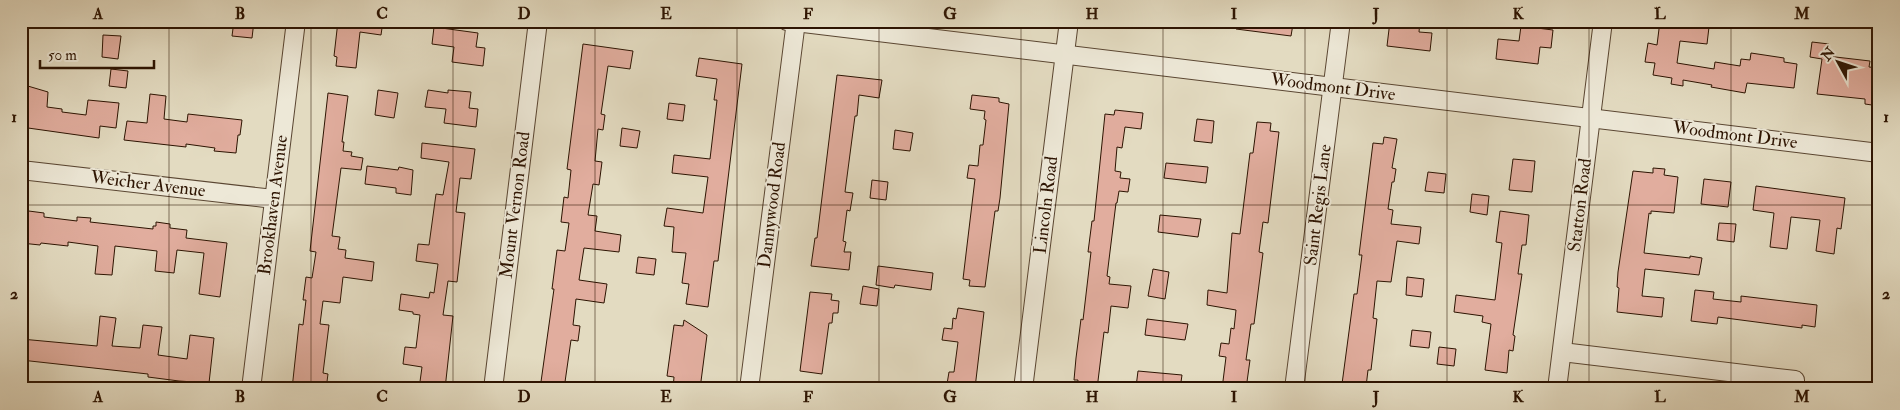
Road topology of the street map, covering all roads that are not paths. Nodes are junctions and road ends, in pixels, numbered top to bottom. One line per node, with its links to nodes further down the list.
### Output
1 (296, 21): 12 (street, Brookhaven Avenue)
2 (538, 21): 16 (street, Mount Vernon Road)
3 (1069, 21): 7 (street, Lincoln Road)
4 (1341, 21): 8 (street, Saint Regis Lane)
5 (1603, 21): 9 (street, Statton Road)
6 (793, 22): 7 (street, Woodmont Drive); 17 (street, Dannywood Road)
7 (1065, 55): 8 (street, Woodmont Drive); 18 (street, Lincoln Road)
8 (1333, 86): 9 (street, Woodmont Drive); 19 (street, Saint Regis Lane)
9 (1591, 118): 10 (street, Woodmont Drive); 13 (street, Statton Road)
10 (1879, 153)
11 (21, 170): 12 (street, Weicher Avenue)
12 (274, 199): 15 (street, Brookhaven Avenue)
13 (1562, 352): 14 (street); 20 (street, Statton Road)
14 (1795, 380)
15 (251, 389)
16 (493, 389)
17 (749, 389)
18 (1023, 389)
19 (1294, 389)
20 (1557, 389)

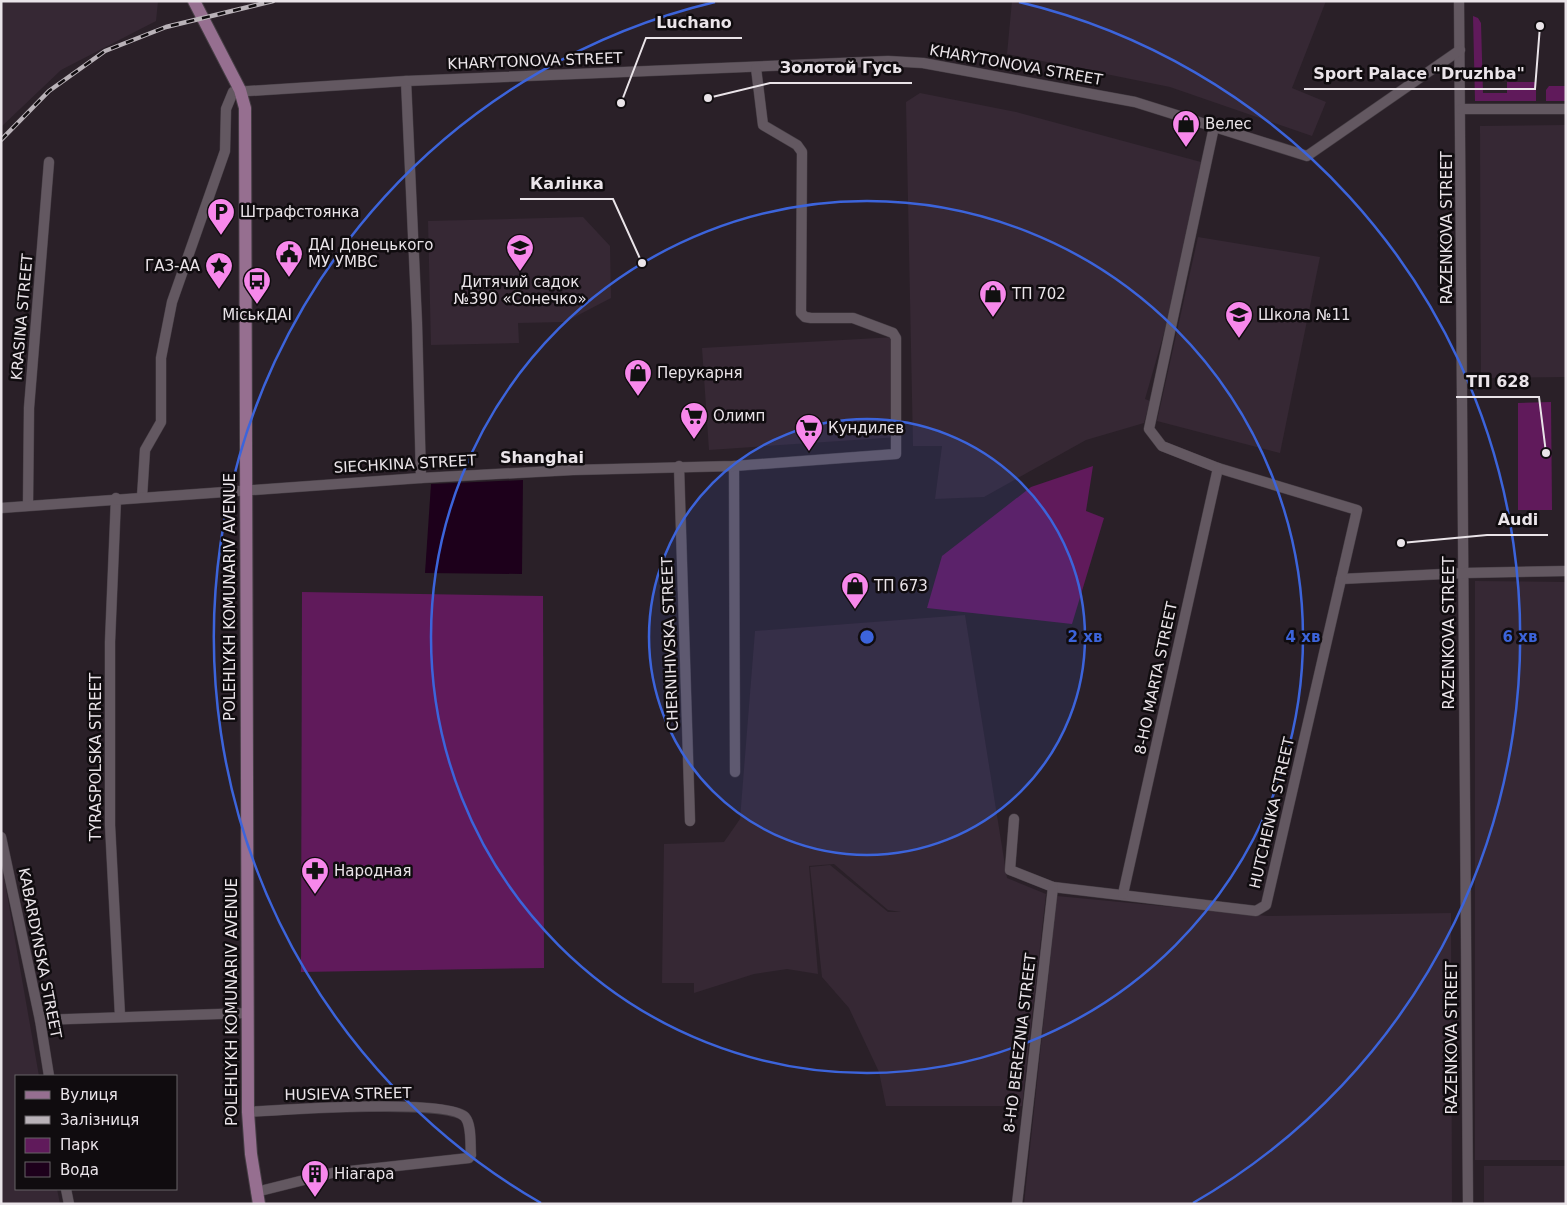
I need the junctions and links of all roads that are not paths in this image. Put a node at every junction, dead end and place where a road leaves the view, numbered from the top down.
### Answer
---
| ACTIVITY |
Please report every line of the records above that contains the word "junctions".

| REPLY |
Road topology of the street map, covering all roads that are not paths. Nodes are junctions and road ends, in pixels, numbered top to bottom. One line per node, with its links to nodes further down the list.
I need the junctions and links of all roads that are not paths in this image. Put a node at every junction, dead end and place where a road leaves the view, numbered from the top down.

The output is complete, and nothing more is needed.